Let’s see just how ambitious we were with our drystone wall last February

By the3growbags

We're three sisters who love gardening, plants and even the science of horticulture but we're not all experts. We'd love everyone even remotely interested in their gardens to be part of our blogsite.

4 replies on “Six new garden features to consider”

Your ideas for a winter project are rejuvenating me! No room for walls but I do have neglected chimney pots; AND I have that fern which is in Laura’s chimney pot. In fact I have 4 of them since I divided it last year BUT it has never thrived as I would wish. Please can you tell me what it is (so I can look it up) and please tell me, how did you do it??
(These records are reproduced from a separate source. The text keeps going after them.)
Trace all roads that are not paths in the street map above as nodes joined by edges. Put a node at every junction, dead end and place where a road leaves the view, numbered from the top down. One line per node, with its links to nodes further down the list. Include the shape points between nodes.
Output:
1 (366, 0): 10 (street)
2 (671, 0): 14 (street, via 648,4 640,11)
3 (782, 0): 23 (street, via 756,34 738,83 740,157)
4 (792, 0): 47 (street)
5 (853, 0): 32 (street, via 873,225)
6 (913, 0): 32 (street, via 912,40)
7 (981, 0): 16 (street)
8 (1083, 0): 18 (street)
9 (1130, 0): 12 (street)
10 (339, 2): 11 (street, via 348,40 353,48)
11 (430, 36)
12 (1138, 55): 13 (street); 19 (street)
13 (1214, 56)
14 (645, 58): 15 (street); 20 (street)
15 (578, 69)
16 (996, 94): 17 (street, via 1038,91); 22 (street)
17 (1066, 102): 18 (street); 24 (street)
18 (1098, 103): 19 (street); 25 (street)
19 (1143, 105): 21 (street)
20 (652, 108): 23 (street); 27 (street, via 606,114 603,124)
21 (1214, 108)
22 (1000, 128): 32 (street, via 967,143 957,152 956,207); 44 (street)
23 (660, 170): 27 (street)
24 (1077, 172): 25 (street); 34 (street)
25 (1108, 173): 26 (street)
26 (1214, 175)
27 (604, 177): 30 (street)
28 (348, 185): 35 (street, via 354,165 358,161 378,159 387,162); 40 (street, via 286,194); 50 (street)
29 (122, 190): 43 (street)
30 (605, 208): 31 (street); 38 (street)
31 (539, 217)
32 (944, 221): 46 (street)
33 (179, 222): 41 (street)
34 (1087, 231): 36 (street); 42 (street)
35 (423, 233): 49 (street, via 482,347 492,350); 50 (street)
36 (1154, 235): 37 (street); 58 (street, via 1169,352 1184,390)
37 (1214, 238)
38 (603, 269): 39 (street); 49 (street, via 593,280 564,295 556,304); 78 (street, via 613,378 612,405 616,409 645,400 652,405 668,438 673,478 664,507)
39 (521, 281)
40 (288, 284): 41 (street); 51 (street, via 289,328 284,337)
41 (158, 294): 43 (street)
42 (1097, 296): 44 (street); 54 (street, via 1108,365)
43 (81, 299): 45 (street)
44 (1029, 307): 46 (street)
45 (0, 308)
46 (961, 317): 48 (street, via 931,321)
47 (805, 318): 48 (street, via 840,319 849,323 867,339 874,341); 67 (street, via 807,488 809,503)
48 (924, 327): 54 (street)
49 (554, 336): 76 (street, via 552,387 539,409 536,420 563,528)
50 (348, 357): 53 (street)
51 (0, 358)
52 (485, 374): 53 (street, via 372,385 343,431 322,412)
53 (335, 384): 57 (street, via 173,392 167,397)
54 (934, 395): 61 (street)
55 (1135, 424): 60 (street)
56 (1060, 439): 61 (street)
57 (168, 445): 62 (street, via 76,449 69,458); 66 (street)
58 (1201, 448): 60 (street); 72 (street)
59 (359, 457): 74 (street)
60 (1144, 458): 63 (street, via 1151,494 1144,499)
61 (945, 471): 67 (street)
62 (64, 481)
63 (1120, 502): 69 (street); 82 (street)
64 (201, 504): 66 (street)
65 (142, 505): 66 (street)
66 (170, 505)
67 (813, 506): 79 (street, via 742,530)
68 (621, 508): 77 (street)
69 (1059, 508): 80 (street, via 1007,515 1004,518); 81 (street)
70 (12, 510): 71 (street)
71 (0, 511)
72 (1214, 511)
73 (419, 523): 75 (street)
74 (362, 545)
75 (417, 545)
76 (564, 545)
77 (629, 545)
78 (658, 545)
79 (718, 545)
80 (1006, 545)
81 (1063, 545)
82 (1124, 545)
Hello Liz, Laura here and thanks very much for getting in touch. I love my ferns! They’re a species of the rabbits foot fern (because the new growth on the rhizomes looks very like a rabbits paw) genus Davallia. Mine is actually Davallia canariensis, which I was given by the Botanical Gardens of Madeira to be part of a Chelsea Flower Show display on the endemic flora of Macronesia about 20 years ago, when I was running a conservation project there.They are very slow growing, and in the wild grow epiphytically on trees, so don’t mind being pot bound. I used to keep mine in a frost free greenhouse all year round, but stood them outside in a shady place this summer and they loved it, producing beautiful new fronds. I have read that this species is hardy down to -5 but mine are too precious to me to risk it so I brought them back in this autumn.
Glad you have found some old chimney pots to re-purpose, it’ll be a great upcycling project for you! Best wishes Laura

Thanks again ladies, always food for thought and of course Elaine, filling time between breakfast and ‘drink’-o’clock (lunchtime+-). And Caroline, gabons – I’ve always loved those things. Unfortunately, my garden in Devon is too long and narrow to facilitate some of those even though it’s on a south-facing slope – lucky me. And to fill them with any flotsam-and-jetsam, particularly from my man-shed is something I could turn my thoughts to this summer. Hey ho, that’s what your site is all about. Cheeeers, Scott

Thanks for writing in, Scott, Elaine here. Yes, I really like gabions too – though obviously don’t tell Caroline that she actually wrote about something I totally approve of, for once! Your garden in Devon might be too narrow to accommodate such features, but I bet you can grow some lovely tender things that the rest of us can only dream about. Hope you have a great time with both the garden AND the man-shed this year, and continue to enjoy our musings.